Development and Assessment of the Reliability and Validity of a Psychological Stress Scale for Catheterized Home Healthcare Patients

Author(s): Toshihide Ito, Ryoichi Ichihashi, Kouichi Tanabe, Tomomi Umemura, Masakazu Uemura, Yoshimasa Nagao

Background: Accidental dislodgement of tubes/catheters from patients’ bodies is frequent in healthcare; making it a crucial patient safety management issue. Additionally, the number of pati-ents needing catheter management at home has increased with the rise in aging patients. Pain or stre-ss from directly inserting a tube/catheter into the body causes accidental dislodgement. However, quantitative measurements have not yet been devel-oped to evaluate patients’ stress resulting from dislodgement fear.

Aim: This study aimed to develop a psychological stress scale for patients using tubes/catheters at home (PSS-CP) and evaluate its reliability and validity.

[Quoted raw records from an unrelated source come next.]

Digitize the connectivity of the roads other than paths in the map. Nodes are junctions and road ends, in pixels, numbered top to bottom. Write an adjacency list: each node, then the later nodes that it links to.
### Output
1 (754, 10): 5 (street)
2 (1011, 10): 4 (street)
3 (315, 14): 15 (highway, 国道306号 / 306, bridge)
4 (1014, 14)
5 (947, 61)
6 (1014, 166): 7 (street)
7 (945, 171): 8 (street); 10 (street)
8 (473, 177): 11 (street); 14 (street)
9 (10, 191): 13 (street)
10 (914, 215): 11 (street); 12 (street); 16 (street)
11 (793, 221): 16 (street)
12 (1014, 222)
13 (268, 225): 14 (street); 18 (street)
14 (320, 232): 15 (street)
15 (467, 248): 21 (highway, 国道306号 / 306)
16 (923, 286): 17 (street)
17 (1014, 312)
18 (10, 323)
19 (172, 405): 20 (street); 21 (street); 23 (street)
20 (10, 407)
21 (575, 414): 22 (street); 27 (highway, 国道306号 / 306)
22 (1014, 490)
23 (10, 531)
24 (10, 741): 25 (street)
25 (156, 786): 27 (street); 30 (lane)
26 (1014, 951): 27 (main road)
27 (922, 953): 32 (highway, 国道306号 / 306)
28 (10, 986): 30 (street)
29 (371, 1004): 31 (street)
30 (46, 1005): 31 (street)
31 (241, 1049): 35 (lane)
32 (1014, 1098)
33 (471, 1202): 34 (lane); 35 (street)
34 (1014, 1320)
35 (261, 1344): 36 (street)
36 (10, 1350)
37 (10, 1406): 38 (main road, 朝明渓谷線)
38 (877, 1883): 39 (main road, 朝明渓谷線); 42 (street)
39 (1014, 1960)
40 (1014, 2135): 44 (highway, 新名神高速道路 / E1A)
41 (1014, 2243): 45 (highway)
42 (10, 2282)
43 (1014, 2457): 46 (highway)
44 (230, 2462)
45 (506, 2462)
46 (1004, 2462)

Materials and Methods: The questionnaire was developed through interviews with 10 patients using tubes/catheters at home. Reliability was examined using the test-retest method and Cronbach’s α. Factorial and criterion-related validity were examined using exploratory factor analysis and the 12-item General Health Questionnaire, respectively.

Results: The PSS-CP comprised 16 items across four factors: “anxiety about catheter dislodgement while moving or in the toilet,” “anxiety about tube dislodgement when resting or lying down,” “anxiety about tube dislodgement while dressing/undressing,” and “anxiety about tube dislodgement while bathing.” Criterion-related validity was significantly correlated with general anxiety (r = 0.71, p < 0.01) and pain/discomfort (r = 0.364, p < 0.05). The retest method showed a highly significant correlation (r = 0.791, p < 0.01), with Cronbach’s α > .90.

Conclusions: A scale to measure psychological stress among catheterized home healthcare patients was developed and its reliability and validity demonstrated.